[DATA FOR ANALYSIS]
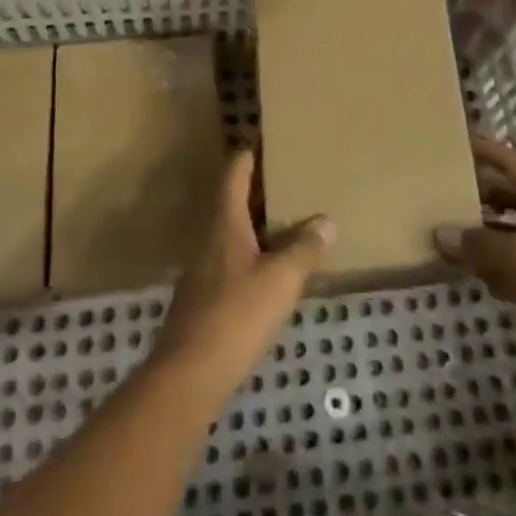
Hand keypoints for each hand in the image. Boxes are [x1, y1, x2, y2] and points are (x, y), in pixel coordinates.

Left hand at [152, 147, 333, 399]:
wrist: (188, 374)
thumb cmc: (235, 315)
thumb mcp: (280, 281)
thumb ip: (304, 249)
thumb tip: (327, 220)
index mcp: (225, 222)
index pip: (235, 173)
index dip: (249, 154)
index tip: (266, 141)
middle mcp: (210, 236)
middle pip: (232, 200)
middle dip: (259, 190)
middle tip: (290, 180)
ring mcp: (204, 267)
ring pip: (233, 232)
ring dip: (257, 224)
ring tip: (288, 223)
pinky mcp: (205, 296)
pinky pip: (232, 259)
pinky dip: (253, 253)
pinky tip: (271, 269)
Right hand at [433, 138, 515, 356]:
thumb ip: (483, 244)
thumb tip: (440, 233)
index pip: (514, 166)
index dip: (486, 151)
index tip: (454, 140)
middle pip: (509, 199)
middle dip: (476, 192)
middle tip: (437, 189)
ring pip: (507, 237)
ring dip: (479, 233)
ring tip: (442, 229)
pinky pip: (511, 272)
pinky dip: (489, 269)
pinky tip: (466, 273)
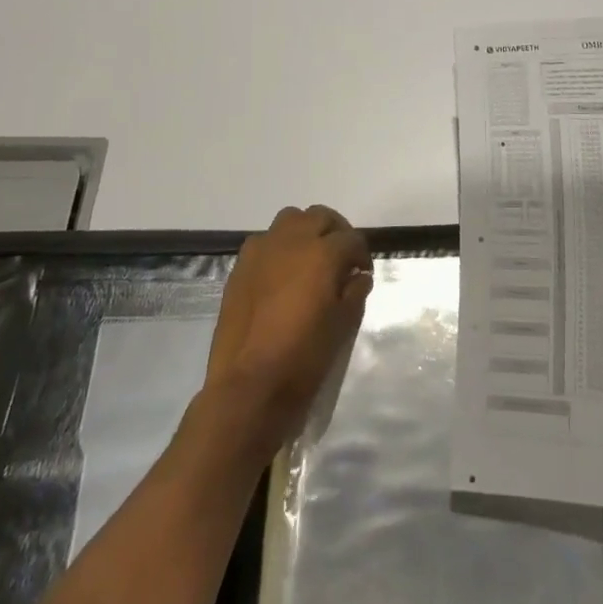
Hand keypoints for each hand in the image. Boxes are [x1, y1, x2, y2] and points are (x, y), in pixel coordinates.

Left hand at [205, 205, 372, 450]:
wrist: (248, 386)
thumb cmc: (304, 357)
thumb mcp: (343, 325)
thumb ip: (355, 292)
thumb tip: (357, 277)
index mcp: (323, 254)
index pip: (352, 239)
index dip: (362, 255)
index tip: (362, 273)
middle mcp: (292, 241)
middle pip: (320, 217)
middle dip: (336, 232)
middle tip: (341, 258)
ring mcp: (262, 251)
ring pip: (290, 220)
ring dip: (305, 232)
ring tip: (310, 259)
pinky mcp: (240, 267)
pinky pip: (265, 241)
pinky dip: (279, 247)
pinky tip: (282, 274)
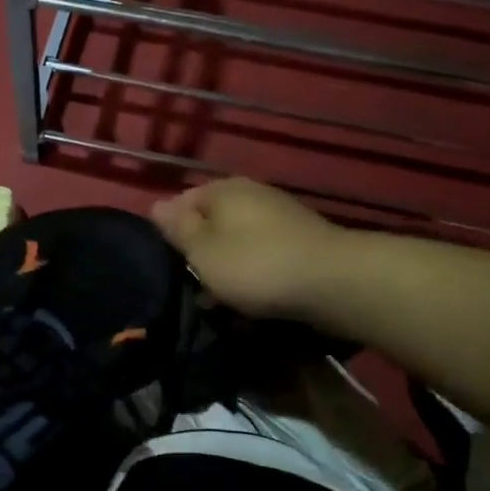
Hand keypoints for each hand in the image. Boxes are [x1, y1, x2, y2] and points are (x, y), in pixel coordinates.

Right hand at [152, 177, 350, 321]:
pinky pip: (263, 256)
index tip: (166, 264)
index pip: (182, 202)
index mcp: (223, 189)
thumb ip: (178, 228)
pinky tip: (251, 299)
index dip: (170, 233)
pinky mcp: (301, 242)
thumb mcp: (202, 250)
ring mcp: (280, 216)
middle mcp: (252, 194)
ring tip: (219, 300)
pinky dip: (253, 274)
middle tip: (191, 286)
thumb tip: (156, 205)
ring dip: (226, 268)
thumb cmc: (254, 264)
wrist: (333, 282)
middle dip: (200, 253)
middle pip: (212, 222)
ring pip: (237, 241)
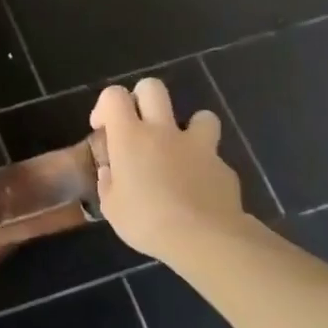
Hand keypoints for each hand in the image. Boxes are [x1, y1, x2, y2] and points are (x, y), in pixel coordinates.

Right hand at [90, 80, 246, 258]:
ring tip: (181, 151)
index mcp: (130, 137)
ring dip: (189, 127)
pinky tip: (199, 190)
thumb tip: (110, 172)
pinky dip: (205, 167)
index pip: (114, 96)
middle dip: (143, 98)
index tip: (103, 129)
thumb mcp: (112, 208)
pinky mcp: (223, 167)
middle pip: (153, 88)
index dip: (105, 106)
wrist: (205, 239)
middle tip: (138, 125)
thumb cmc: (146, 221)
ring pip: (200, 115)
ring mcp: (198, 146)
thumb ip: (109, 183)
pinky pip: (214, 157)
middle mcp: (163, 131)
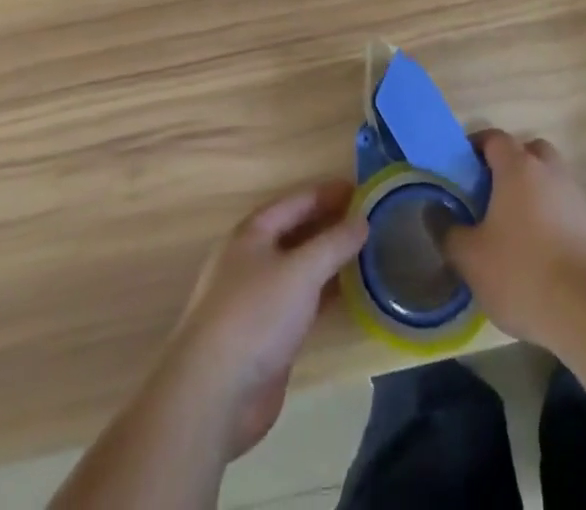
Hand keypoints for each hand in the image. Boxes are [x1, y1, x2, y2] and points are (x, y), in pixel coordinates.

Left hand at [161, 180, 368, 459]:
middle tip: (371, 220)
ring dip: (330, 259)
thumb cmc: (255, 315)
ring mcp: (258, 298)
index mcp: (252, 233)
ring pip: (301, 268)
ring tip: (368, 252)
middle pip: (297, 232)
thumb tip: (362, 219)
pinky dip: (325, 292)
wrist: (214, 394)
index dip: (329, 193)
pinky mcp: (267, 334)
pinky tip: (351, 293)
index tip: (363, 190)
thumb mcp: (301, 270)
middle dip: (331, 224)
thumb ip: (333, 243)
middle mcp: (252, 259)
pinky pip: (302, 301)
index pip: (296, 201)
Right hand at [442, 130, 585, 349]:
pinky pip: (563, 206)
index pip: (493, 137)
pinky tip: (537, 251)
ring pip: (548, 179)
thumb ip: (447, 231)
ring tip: (511, 227)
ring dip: (531, 192)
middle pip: (527, 151)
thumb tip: (434, 211)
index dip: (474, 148)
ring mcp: (575, 196)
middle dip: (508, 165)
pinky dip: (549, 216)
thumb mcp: (470, 257)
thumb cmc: (522, 272)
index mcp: (518, 166)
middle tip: (488, 194)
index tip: (460, 171)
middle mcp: (549, 170)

[EXERCISE]
Say only the number of lines above holding "Right".

[THE COMPLETED TASK]
4